God provides all kinds of records to show his goodness and his worthiness of our trust in him. Throughout history, starting with Abraham, God has provided saviors. Finally, it culminated in the Savior, the one that he pictured and promised for hundreds of years to the children of Israel.

He provided the Savior in Jesus Christ his Son. In the fullness of time, the Scriptures tell us, God sent forth his Son made of a woman, made under the law that he might redeem those who are under the law. (Galatians 4.4-5) God fulfilled his promise, which he first made to Adam and Eve in the Garden in Eden.

He raised up Othniel and other judges and kings for the salvation of his people. They provided relief for a short time period only. When we come to Jesus, God gave a Savior who saves for eternity…no temporary victories. Victory lasts for eternity through this Savior, the one named Jesus. All who trust in Jesus receive eternal life, victory forever.

So, this passage, although it seems a bit obscure at first glance, does connect to Christ, because it gives a picture of what Jesus came to accomplish. He came to accomplish holiness in the lives of men and women like you and me. That fulfills God’s plan, which he started in the Garden in Eden, creating man in his own image, righteous and upright.

Now, through faith in Christ, sinners like you and me can experience the presence of God once again. We can become holy in our behavior, the plan and purpose of God for his creation.

How can the Holy Spirit use these things in your life today? He can correct you from error by pointing out to you the truth about yourself and your true condition before God. He can convict you of your failure to trust him as he has called upon you to trust him.
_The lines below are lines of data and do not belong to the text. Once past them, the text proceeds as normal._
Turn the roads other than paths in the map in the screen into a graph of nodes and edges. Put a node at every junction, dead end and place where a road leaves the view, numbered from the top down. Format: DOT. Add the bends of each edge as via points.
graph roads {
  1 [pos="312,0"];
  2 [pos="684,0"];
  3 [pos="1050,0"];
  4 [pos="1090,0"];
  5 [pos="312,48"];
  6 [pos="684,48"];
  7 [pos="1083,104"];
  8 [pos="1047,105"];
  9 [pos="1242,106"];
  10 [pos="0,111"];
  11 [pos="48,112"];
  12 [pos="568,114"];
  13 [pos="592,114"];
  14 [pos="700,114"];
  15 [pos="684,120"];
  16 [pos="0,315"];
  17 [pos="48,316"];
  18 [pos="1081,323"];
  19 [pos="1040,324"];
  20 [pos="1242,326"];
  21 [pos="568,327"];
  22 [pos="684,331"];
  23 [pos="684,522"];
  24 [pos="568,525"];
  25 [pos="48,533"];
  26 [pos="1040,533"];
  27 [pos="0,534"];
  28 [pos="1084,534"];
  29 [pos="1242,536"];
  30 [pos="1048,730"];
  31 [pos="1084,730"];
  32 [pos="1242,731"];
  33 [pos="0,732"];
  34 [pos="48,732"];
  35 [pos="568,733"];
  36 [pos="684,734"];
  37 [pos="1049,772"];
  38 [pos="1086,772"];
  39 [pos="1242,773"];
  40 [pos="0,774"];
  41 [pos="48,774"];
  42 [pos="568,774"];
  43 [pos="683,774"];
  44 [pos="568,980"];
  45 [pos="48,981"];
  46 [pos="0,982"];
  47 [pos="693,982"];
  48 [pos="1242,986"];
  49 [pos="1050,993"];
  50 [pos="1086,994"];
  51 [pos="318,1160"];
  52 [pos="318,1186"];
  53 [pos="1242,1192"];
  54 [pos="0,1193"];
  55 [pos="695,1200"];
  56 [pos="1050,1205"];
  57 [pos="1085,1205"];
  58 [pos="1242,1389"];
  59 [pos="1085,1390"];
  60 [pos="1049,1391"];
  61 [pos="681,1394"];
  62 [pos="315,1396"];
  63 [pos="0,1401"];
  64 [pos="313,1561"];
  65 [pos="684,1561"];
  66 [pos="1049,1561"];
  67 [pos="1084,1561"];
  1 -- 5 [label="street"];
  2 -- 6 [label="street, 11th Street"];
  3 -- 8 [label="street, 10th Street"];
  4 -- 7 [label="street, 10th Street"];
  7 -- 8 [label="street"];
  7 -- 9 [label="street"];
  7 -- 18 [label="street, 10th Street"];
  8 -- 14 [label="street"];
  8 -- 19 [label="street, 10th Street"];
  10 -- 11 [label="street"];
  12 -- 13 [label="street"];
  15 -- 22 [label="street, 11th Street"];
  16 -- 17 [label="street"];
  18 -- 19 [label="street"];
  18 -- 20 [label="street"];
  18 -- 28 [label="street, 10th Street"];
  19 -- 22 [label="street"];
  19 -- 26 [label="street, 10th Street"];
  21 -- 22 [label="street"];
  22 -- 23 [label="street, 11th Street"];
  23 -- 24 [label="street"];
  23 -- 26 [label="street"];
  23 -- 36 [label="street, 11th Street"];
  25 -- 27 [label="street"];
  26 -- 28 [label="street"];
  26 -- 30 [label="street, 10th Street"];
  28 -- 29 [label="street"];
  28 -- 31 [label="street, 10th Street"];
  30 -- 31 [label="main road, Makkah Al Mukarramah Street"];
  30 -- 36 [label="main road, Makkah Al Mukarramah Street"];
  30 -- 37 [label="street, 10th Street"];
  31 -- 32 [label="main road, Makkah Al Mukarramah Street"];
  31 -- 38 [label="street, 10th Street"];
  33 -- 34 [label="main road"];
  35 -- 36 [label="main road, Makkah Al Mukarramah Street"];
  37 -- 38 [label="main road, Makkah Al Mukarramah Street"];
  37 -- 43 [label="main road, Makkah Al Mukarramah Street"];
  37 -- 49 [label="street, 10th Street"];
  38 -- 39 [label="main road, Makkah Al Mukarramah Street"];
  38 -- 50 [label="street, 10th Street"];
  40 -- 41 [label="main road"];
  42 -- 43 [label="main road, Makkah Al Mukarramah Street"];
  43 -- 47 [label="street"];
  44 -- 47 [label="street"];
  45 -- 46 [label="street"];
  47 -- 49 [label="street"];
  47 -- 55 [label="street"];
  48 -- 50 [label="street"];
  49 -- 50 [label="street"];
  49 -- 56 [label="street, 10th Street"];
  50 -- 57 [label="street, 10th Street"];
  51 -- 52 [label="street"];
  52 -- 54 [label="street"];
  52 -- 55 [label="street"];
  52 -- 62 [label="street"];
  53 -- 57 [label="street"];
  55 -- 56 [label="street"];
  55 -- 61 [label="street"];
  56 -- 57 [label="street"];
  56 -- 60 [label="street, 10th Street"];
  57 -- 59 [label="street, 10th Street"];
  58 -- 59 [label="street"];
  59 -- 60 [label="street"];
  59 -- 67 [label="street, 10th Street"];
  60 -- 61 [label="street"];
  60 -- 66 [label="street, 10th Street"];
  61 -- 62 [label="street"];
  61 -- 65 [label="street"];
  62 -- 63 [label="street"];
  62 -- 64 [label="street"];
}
If you trust in Christ, he will comfort you with the comfort that God gives to those who trust him. You will experience it not only in this life, but throughout eternity. He has promised it.

What changes do you need to make? If you have not trusted Christ, you need to call upon the Lord. It starts there. You need to trust him just like the children of Israel. They cried unto the Lord in the midst of their distress. They called upon him, “God save us. God help us.”

You need to call upon Jesus and trust him. Trust him as your Savior, as your Othniel, not for a temporary victory, but for an eternal victory.

Those of us who have trusted him need to find our comfort in his promise. In the midst of the difficult times that we face, we need to trust him, too. We need to trust him continuously, calling upon him.

I pray that you will trust Jesus Christ, God's Savior, whom he has provided for people like you and me. He accepts all who come to him and casts away no one. Then, you, too, will begin to experience the comfort that God has promised to all who call upon Christ.